§ **Information given**:
◇ ◇ ◇ ◇ ◇ ◇ ◇

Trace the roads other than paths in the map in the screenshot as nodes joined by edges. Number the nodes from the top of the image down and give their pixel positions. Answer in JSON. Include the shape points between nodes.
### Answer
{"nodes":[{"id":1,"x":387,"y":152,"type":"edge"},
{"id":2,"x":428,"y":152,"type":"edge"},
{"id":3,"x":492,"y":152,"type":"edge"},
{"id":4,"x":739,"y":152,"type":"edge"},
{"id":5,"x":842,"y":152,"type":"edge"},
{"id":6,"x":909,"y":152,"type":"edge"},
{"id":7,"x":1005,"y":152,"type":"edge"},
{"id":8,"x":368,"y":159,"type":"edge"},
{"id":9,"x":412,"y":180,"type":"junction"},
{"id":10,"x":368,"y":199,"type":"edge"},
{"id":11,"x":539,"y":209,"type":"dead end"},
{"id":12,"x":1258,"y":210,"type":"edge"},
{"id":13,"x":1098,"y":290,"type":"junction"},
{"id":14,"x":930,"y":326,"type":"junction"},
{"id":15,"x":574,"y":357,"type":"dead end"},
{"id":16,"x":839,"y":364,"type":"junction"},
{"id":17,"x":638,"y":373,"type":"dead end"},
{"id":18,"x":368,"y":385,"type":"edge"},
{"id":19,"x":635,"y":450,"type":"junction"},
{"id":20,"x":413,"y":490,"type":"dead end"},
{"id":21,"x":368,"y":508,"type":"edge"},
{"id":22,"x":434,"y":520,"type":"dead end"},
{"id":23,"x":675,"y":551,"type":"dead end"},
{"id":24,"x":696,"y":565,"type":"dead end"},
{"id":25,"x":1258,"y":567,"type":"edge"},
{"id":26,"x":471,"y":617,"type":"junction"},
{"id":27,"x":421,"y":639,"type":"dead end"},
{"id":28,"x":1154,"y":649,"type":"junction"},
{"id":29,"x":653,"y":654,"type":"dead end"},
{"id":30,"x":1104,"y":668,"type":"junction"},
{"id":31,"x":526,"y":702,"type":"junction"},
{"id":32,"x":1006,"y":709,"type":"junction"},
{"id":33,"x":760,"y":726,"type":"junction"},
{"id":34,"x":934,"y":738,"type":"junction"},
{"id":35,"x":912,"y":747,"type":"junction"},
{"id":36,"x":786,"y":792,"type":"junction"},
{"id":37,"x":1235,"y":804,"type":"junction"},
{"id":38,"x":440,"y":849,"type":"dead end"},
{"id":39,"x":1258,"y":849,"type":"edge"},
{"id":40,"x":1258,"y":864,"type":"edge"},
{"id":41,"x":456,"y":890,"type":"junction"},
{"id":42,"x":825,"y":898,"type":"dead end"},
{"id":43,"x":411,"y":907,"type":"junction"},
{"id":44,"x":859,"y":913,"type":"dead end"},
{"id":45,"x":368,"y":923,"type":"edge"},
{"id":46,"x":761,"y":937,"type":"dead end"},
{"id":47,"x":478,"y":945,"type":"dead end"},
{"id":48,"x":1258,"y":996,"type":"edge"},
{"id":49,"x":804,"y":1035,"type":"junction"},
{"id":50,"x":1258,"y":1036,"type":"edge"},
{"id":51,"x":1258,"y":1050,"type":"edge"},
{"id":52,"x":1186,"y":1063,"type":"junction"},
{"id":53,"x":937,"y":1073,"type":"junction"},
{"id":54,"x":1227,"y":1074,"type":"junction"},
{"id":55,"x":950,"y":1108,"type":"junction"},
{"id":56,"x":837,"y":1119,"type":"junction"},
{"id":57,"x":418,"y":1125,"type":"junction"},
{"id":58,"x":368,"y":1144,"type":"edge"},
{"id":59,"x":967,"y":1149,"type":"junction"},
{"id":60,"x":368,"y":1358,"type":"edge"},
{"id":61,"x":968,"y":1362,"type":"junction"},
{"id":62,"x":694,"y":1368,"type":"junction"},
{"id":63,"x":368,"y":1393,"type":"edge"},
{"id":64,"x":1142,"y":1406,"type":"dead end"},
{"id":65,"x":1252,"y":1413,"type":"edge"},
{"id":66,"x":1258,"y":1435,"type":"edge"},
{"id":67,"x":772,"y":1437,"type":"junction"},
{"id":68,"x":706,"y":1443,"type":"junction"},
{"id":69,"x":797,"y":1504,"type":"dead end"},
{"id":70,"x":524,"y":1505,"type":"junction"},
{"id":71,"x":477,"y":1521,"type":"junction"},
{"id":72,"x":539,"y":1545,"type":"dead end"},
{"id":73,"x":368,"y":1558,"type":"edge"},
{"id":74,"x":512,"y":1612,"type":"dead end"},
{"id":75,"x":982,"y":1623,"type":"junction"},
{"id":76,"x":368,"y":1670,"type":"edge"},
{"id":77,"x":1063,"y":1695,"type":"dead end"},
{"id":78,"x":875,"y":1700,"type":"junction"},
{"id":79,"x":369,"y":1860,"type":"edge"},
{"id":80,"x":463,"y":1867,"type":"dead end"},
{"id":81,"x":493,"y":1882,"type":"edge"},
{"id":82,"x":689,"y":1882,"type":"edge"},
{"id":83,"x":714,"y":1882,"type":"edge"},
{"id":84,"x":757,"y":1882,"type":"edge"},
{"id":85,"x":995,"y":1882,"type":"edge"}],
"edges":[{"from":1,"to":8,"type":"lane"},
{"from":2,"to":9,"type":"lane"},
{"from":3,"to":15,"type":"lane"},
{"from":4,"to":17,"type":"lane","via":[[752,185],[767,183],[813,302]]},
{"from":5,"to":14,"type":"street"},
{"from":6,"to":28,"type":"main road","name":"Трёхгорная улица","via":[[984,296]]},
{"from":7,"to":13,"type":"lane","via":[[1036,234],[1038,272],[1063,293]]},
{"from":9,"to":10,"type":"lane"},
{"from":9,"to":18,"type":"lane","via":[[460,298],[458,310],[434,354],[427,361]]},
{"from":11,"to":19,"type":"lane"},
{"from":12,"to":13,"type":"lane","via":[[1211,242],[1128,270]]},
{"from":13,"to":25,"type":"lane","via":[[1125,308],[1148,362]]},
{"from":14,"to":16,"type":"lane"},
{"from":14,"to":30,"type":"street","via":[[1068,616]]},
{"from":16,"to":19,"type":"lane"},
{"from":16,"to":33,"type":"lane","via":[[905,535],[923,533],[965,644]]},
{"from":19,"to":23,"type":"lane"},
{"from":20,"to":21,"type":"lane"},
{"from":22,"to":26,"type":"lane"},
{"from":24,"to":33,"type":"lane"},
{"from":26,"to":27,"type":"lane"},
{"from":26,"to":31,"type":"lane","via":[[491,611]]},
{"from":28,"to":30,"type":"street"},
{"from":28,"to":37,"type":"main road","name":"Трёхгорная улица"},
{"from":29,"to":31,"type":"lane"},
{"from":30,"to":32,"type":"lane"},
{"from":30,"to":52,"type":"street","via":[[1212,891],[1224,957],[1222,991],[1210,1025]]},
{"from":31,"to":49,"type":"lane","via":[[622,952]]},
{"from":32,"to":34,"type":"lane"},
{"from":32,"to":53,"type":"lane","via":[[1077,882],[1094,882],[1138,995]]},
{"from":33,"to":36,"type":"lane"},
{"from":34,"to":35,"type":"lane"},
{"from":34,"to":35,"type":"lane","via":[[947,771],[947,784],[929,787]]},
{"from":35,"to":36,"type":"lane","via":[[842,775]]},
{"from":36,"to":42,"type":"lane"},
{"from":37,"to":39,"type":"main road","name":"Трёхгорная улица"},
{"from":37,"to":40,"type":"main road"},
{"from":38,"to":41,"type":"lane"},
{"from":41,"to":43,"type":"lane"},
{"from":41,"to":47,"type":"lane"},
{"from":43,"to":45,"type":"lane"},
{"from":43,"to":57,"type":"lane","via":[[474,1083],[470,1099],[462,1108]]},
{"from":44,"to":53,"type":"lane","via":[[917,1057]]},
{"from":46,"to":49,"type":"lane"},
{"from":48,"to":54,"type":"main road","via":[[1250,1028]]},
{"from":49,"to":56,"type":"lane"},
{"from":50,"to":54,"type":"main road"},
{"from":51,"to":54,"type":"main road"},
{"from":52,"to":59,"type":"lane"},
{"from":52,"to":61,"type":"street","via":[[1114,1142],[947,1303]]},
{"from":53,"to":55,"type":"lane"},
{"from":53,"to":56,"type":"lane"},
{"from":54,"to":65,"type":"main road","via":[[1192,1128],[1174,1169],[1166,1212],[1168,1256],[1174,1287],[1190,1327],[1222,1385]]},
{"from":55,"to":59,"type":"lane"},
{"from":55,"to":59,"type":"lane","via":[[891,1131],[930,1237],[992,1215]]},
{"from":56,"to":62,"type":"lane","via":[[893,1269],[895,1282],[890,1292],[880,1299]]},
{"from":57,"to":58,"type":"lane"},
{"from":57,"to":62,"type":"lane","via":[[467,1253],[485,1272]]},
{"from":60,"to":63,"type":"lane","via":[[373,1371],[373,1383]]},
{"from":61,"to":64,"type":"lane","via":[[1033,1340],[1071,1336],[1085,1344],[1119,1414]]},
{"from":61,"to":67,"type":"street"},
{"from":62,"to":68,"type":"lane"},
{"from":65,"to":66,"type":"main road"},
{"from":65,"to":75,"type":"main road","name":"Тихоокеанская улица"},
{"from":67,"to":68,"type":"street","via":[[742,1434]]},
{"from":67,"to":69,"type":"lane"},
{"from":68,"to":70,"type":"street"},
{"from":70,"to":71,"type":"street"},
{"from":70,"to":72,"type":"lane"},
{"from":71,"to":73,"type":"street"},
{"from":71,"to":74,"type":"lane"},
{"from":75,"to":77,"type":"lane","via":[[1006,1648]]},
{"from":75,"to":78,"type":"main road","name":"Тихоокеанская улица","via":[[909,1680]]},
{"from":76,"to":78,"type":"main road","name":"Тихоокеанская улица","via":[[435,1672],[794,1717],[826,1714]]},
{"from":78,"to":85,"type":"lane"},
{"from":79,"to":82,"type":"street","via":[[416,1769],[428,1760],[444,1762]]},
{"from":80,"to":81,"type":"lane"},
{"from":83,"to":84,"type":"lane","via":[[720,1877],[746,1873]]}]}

◇ ◇ ◇ ◇ ◇ ◇ ◇

§ **Task directions**: Look through the entries and copy every line in which the string "Answer" appears.

§ **Result of this task**:
Trace the roads other than paths in the map in the screenshot as nodes joined by edges. Number the nodes from the top of the image down and give their pixel positions. Answer in JSON. Include the shape points between nodes.
### Answer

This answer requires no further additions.